How long to age Jura wines?

In just the last couple weeks, I’ve tried my first bottles of Jura wines (a 2009 Tissot Trousseau Arbois and a 2010 Puffeney Chardonnay Arbois). Both were wonderful, and I hope to make Jura wines a bigger part of my cellar moving forward. That said, I have little frame of reference as to how well they age and at what age they hit their stride. Excluding vin jaune, which I know is supposed to last for eons, what is your experience with the ageworthiness of Jura wines? What qualities can they take on as they age? Just curious to hear from those with more experience as I’m a newcomer to these wines, and there doesn’t seem to be the same body of knowledge on them as there are for more prominent wine growing regions.

Thanks in advance,

Bill

Vin Jaune.
Forever.
It can’t be too old.

IT is true if Vin Juane, they just keep gettign better! Buy now and often and store!

If Bourdy is an indicator, both red and white wines will go a long way.

Decades +

You should try some older Jura wines first. They certainly can age forever, but if you find out you prefer them young then there’s no sense in burying them in your cellar.

I don’t know the answer to the question, but I sure would be interested to see what these Puffeney “M” Poulsards taste like after 30 or 40 or 50 years.

They seem like they have the stuffing to last for many, many decades.

Bourdy reds age 50+ years, whites 100+ years, while Vin Jaune and Ch. Chalon age 150+++

Puffeney is similar while Tissot appears to be slightly less ageworthy (only 30+ for reds and 50++ for whites etc).

They’ll still outlive all of us!

Ref Chateau Chalon, what is the minimum age ? (I don’t expect to wait for 150 years…)

I’ve often wondered whether the same is the case for Ganevat. I love their wines, but only tasted them young and can’t help but wonder what their zero SO2 policy will do their ageability. Anyone?

Overnoy ages fine and has no SO2 added, so I can’t see why Ganevat’s shouldn’t do it as well, but I have no experience in aging Ganevat. But in general I think people underestimate the aging potential of the wines from Jura. I spoke to the vigneron Ludwig Bindernagel this summer who thinks that people are drinking Jura wines too young.

In my experience [e.g. Vatan Pinot Noir], with no S02, your bacterial spoilage rates soar off into the stratosphere.

But I know that there are people like Cargasacchi who think that that need not be the case.

When an age chart is marked in decades, it’s difficult to pin down the optimal drinking point. Jean-François Bourdy prefers to see his Ch Chalon consumed with at least 50 years of age.

Well, I had my last bottle of 'o6 Puffeney Pulsard arbois a few weeks ago and I thought it was not nearly as good as remembered the first time. If weak tasting fruit flavored but water-like juice is the goal, then maybe more age is the ticket. I for one would not buy more.

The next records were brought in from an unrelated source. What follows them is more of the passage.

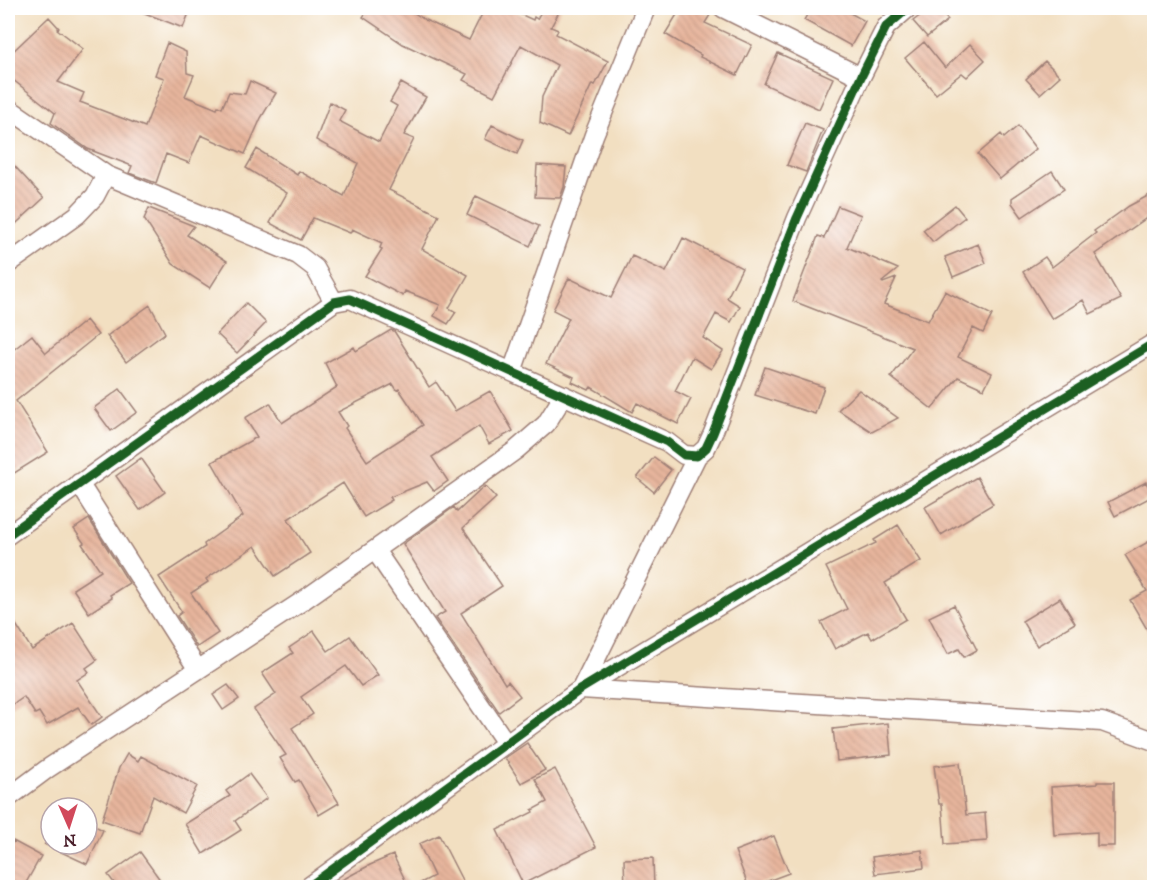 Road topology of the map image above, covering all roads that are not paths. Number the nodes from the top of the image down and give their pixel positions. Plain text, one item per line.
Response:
1 (646, 8) edge
2 (723, 8) edge
3 (908, 8) edge
4 (861, 77) junction
5 (8, 108) edge
6 (106, 176) junction
7 (8, 264) edge
8 (333, 302) junction
9 (1155, 343) edge
10 (512, 372) junction
11 (564, 395) junction
12 (697, 456) junction
13 (79, 483) junction
14 (8, 535) edge
15 (375, 550) junction
16 (198, 670) junction
17 (582, 689) junction
18 (1155, 741) edge
19 (506, 743) junction
20 (8, 798) edge
21 (307, 888) edge

1 - 10 street
2 - 4 street
3 - 4 street
4 - 12 street
5 - 6 street
6 - 7 street
6 - 8 street
8 - 10 street
8 - 13 street
9 - 17 street
10 - 11 street
11 - 12 street
11 - 15 street
12 - 17 street
13 - 14 street
13 - 16 street
15 - 16 street
15 - 19 street
16 - 20 street
17 - 18 street
17 - 19 street
19 - 21 street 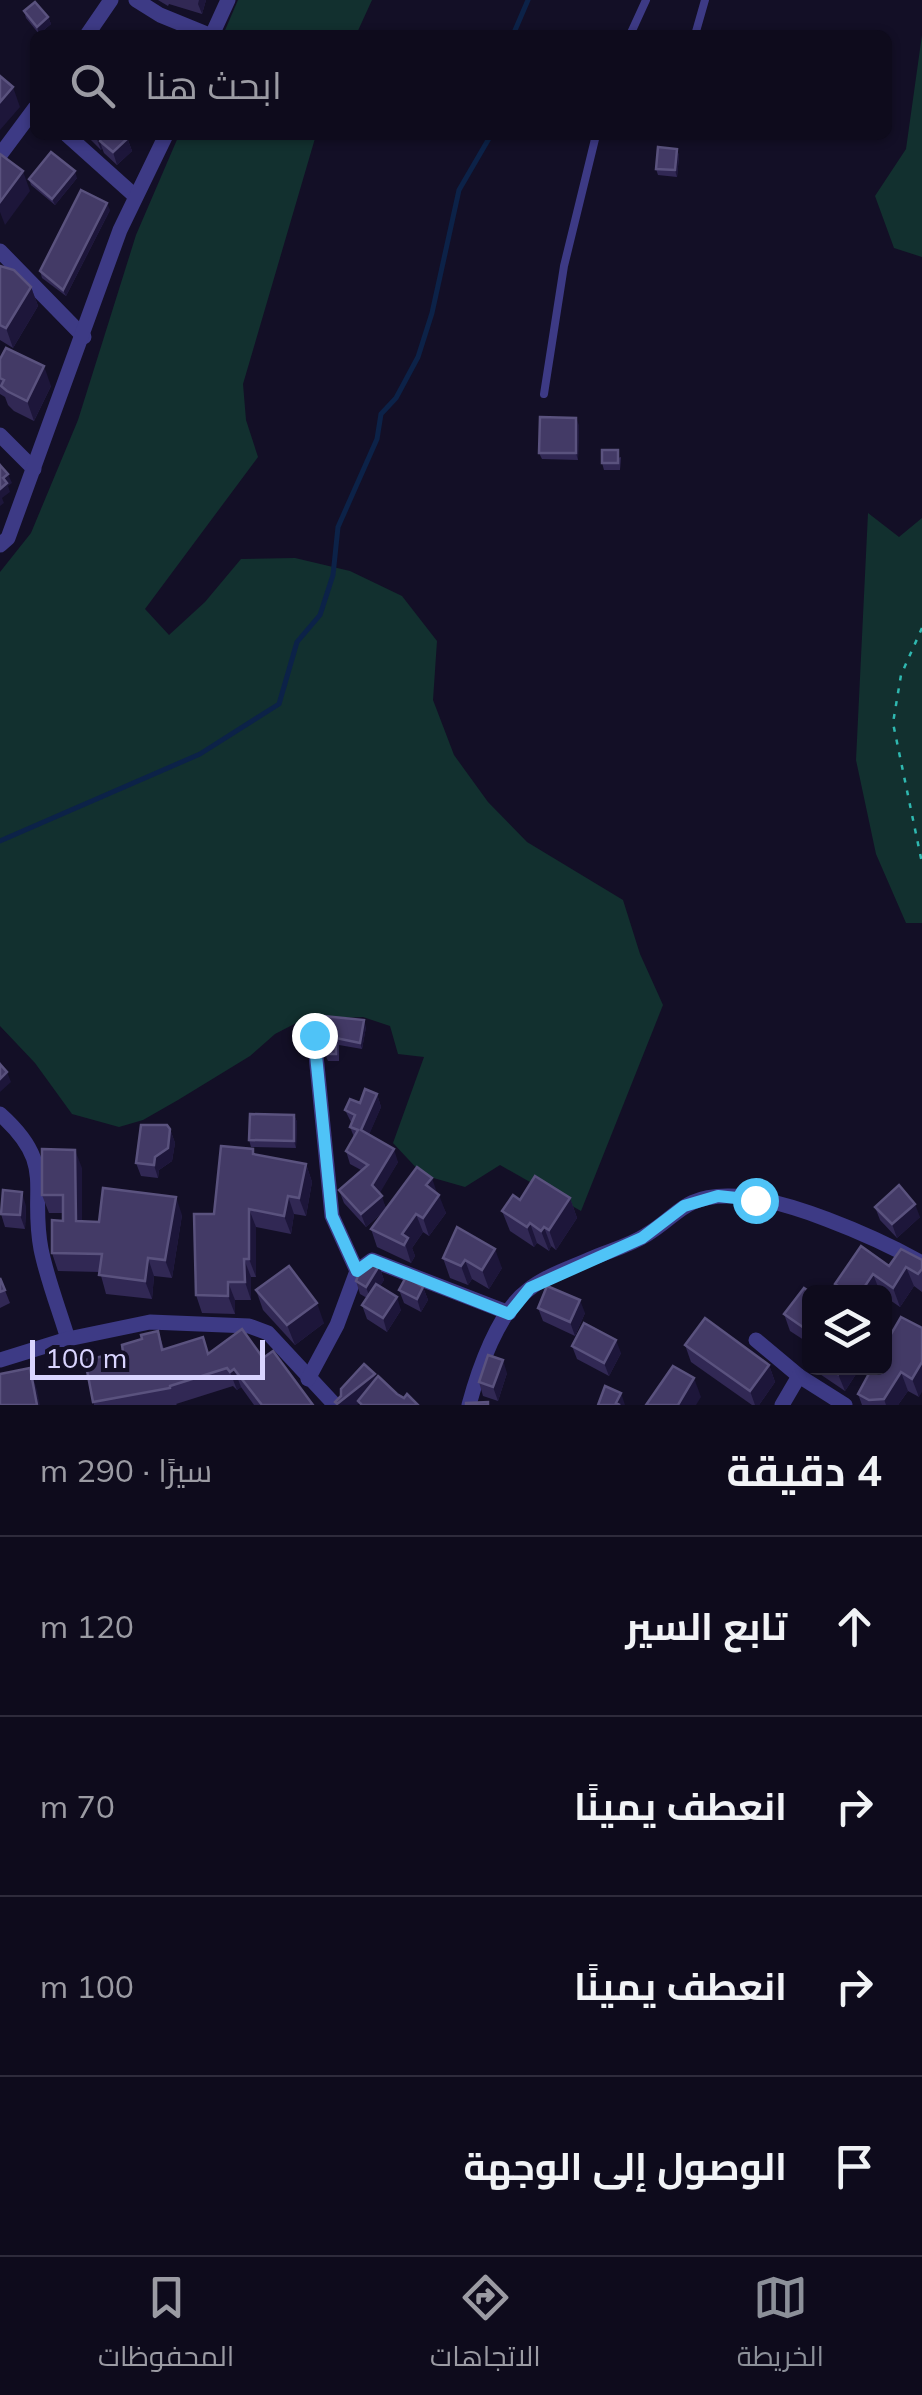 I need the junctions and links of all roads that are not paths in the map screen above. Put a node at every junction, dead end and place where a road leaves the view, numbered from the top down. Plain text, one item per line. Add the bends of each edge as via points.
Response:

These drinking windows seem really wide to me… especially for Jura wines that are not made in clearly oxidative styles, like Tissot.

There is a bottle in cellartracker that has a drinking window “by 9999”

Guess it’s not a joke or data entry error…

Although I’m not qualified to answer, I wonder if I would be incorrect to say that age ability would not be affected so long as storage conditions, namely temperature, are controlled?

The thing about zero SO2 is that, in my experience at least, there is a much higher chance of different beasts living, thriving, and proliferating in the wine. Everything from brett blooms (common if not expected in Overnoy) to refermentation (yikes!).

In addition, I suspect that the lack of stability would increase the chances of premox–especially when they have traveled from afar.

If I’m in Paris and want a fresh, local, hipster wine, I’m all over it. But I’d be scared as hell to age one (even though I concede there is no doubt some will).

Yup, both the Tissot and Puffeney I referenced in the OP were topped up and not oxidative, but I imagine the acidity could carry them a good while regardless. I’m not sure about the multi-decade spans that folks have suggested, but I obviously have very limited experience. Curious to see when people have found the sweet spot for these non-oxidative styled Juras?

A few weeks ago I had the opportunity to go to a decades tasting of Bourdy wines. One wine from each decade of the 20th century. It was a mix of Cotes du Jura red and white and Chateau-Chalon. All the whites were impeccable, including the 1904 Cotes du Jura blanc which is a Chardonnay. The interesting thing for me was that they only use 4.5 ppm of total so2! Normal amounts in conventional domestic wines are 30-200ppm total. The thing that holds these wines together is the acid.